▶ **TASK OBJECTIVE**
Which lines of the data contain the string "Ride"? Copy every one of them.

[Stored items]
Content starts
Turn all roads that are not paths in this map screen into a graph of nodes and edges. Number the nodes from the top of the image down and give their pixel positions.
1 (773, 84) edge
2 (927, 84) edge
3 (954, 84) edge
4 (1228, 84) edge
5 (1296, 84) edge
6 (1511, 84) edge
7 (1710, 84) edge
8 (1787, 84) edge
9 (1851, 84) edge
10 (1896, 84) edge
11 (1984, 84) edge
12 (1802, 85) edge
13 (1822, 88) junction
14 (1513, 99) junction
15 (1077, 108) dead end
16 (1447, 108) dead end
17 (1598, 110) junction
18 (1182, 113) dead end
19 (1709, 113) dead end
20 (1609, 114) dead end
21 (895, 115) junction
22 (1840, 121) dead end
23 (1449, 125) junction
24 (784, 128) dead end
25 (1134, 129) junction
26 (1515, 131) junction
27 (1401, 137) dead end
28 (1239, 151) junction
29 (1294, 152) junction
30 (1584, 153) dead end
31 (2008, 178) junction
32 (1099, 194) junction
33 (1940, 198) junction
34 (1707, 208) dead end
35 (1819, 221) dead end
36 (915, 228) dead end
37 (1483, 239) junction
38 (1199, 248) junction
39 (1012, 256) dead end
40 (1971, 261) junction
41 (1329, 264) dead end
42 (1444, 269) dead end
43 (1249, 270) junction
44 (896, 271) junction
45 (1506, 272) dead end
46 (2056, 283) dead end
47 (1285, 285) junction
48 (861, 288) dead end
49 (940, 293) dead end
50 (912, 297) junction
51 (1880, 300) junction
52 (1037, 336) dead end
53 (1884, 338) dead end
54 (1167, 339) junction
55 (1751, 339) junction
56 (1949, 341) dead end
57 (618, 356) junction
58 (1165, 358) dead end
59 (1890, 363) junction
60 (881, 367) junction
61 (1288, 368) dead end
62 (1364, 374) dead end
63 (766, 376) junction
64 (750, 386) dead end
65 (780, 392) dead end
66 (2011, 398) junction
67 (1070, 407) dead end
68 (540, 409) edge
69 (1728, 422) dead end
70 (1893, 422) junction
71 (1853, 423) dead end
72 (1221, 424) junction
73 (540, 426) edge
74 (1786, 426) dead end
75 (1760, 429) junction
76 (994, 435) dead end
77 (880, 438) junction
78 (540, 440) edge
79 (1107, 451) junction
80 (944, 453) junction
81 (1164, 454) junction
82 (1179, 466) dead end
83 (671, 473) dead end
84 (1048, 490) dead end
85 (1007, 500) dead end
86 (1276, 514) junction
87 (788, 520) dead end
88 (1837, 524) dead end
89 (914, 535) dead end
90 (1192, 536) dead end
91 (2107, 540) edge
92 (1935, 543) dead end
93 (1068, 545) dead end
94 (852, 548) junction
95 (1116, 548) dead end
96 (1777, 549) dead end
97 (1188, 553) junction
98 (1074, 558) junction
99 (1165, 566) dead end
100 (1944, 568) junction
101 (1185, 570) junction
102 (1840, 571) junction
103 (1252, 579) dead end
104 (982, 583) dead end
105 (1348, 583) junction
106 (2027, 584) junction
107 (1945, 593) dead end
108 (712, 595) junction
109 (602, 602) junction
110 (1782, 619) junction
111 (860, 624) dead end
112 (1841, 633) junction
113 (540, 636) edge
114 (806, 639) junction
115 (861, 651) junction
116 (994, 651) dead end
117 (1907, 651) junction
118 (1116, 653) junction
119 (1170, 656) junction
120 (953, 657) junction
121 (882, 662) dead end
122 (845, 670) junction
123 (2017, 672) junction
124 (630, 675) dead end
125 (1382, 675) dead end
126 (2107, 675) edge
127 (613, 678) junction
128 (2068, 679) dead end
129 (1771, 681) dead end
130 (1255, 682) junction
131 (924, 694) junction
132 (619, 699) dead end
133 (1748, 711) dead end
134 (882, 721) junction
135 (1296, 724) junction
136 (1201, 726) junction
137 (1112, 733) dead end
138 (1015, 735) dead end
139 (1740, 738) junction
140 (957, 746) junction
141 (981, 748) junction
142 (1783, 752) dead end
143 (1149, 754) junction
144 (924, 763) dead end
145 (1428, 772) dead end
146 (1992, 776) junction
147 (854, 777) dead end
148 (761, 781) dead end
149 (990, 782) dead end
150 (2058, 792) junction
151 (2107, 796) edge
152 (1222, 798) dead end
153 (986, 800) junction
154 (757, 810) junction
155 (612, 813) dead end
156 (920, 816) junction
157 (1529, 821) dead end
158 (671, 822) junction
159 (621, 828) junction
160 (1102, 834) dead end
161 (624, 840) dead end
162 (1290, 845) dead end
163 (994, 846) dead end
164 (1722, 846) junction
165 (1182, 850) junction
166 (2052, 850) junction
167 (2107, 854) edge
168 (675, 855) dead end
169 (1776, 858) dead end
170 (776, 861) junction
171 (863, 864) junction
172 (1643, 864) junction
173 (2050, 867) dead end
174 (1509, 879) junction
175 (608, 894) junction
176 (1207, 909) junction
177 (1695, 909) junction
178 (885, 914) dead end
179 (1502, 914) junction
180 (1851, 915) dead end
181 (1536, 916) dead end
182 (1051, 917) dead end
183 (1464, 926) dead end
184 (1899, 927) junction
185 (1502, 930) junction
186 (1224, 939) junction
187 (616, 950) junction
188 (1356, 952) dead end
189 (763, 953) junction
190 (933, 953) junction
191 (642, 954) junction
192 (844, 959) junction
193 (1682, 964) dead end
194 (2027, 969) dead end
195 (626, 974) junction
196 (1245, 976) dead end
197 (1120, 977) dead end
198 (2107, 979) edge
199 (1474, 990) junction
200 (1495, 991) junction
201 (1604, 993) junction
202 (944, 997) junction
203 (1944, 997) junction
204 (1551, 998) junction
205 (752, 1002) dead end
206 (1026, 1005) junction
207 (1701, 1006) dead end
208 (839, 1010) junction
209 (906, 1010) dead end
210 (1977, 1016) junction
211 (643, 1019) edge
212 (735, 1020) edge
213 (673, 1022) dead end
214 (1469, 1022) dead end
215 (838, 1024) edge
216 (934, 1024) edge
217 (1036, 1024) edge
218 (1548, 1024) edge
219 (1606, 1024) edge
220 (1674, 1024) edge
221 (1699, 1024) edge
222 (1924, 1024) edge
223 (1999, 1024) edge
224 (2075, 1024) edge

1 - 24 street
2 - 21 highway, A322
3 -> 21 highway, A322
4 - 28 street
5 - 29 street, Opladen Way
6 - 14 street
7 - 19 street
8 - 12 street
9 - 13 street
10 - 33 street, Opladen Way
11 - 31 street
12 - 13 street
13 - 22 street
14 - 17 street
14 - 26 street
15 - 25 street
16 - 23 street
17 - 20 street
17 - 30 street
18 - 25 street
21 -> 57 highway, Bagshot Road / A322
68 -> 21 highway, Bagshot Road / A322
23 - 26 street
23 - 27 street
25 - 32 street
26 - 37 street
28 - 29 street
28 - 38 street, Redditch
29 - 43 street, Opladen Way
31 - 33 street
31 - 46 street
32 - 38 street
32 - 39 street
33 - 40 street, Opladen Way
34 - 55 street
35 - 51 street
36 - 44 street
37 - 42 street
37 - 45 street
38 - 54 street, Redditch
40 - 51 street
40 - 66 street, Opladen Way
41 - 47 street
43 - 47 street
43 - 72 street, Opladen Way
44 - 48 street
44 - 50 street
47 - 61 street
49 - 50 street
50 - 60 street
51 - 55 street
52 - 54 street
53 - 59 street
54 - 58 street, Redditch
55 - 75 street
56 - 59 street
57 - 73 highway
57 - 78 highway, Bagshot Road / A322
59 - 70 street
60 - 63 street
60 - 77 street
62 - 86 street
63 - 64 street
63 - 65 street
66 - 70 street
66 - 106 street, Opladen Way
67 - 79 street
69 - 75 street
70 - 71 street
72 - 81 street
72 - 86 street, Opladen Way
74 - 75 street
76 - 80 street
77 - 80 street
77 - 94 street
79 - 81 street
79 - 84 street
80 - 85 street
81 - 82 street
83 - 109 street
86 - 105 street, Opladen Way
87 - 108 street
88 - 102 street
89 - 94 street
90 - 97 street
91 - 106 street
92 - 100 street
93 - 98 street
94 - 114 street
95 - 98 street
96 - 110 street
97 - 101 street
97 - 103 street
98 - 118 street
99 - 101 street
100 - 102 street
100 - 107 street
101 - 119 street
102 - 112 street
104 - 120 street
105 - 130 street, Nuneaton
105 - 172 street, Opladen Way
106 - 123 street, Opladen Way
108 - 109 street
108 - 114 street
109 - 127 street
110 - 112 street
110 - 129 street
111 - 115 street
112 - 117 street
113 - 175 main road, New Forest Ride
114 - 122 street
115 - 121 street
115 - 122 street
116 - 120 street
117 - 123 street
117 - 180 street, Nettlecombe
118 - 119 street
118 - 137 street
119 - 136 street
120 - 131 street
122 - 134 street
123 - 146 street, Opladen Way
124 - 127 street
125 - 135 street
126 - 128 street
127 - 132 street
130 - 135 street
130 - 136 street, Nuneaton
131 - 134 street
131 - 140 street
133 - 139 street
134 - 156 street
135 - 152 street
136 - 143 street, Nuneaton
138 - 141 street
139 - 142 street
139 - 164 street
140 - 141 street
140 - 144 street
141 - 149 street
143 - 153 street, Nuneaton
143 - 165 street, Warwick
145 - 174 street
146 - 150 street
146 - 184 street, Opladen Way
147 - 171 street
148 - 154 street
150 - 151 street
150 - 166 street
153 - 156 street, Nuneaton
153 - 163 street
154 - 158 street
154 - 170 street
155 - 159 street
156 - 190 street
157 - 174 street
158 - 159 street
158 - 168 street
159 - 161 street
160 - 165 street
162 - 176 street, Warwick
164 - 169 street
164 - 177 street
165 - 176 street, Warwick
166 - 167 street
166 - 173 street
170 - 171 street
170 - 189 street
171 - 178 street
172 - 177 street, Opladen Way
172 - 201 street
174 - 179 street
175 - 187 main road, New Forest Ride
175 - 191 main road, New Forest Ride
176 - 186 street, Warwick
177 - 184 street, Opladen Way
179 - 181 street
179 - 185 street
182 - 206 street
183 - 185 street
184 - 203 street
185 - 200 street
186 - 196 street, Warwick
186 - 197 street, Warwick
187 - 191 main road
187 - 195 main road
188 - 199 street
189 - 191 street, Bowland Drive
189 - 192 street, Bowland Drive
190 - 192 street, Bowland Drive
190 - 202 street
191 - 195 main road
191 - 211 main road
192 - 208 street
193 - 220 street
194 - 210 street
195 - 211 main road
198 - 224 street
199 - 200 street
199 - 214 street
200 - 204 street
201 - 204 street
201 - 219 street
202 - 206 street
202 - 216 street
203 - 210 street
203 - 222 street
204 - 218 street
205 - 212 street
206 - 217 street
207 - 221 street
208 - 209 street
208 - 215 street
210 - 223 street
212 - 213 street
Content ends
▶ **YOUR RESPONSE**
113 - 175 main road, New Forest Ride
175 - 187 main road, New Forest Ride
175 - 191 main road, New Forest Ride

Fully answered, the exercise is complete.